▶ [Exercise]:
Count how many lines in this material contain "down". The answer is that number alone.
_____
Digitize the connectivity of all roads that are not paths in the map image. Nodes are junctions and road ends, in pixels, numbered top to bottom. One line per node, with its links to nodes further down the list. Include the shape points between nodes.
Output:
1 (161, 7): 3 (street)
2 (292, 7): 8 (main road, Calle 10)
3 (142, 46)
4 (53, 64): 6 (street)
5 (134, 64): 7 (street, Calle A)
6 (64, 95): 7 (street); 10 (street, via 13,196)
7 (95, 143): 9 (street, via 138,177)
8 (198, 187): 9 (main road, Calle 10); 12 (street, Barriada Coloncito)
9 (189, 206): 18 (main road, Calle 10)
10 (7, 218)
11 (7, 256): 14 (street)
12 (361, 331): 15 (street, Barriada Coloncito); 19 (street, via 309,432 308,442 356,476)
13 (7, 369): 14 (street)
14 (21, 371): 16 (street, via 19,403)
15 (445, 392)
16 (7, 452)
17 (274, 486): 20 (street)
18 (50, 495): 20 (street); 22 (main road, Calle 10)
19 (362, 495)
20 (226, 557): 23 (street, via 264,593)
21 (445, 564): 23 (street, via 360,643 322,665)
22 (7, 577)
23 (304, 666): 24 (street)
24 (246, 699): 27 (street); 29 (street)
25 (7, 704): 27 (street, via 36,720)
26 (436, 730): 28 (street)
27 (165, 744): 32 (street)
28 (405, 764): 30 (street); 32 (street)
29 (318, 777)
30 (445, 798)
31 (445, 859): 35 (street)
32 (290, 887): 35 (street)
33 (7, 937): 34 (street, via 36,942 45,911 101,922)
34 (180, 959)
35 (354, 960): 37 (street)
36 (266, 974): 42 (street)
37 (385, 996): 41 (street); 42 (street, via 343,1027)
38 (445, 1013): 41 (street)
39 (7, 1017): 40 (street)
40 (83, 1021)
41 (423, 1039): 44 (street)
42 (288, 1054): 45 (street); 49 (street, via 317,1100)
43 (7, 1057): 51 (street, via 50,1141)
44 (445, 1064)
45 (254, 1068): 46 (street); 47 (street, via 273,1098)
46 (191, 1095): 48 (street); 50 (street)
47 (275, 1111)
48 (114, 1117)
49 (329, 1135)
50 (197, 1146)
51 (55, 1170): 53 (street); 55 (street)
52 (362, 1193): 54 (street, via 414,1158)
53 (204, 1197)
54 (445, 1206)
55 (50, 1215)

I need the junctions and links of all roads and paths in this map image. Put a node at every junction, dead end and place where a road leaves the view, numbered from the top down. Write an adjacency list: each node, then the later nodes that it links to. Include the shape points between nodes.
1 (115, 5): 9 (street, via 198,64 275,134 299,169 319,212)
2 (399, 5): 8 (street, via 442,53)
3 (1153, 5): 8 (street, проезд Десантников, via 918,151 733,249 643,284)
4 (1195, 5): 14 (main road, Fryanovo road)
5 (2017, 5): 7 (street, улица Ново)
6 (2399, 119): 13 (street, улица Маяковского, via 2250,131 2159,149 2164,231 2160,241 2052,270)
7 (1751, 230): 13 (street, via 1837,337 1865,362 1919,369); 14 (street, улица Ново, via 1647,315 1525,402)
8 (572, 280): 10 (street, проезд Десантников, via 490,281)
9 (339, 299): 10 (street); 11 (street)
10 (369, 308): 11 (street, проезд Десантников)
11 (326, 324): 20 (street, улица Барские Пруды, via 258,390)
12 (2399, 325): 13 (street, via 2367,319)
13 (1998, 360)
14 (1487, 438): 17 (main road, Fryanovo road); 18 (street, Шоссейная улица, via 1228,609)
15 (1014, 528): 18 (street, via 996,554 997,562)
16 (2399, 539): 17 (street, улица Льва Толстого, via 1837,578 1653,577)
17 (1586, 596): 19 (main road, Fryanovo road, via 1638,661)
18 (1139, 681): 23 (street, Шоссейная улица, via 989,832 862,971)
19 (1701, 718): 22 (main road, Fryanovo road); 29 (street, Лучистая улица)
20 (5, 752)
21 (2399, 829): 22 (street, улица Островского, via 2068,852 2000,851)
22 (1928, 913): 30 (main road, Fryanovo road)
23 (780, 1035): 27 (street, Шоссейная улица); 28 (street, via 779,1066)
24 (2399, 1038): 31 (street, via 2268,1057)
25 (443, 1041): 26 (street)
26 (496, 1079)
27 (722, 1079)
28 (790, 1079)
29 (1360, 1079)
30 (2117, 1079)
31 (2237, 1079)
_____
▶ [Reply to the exercise]:
2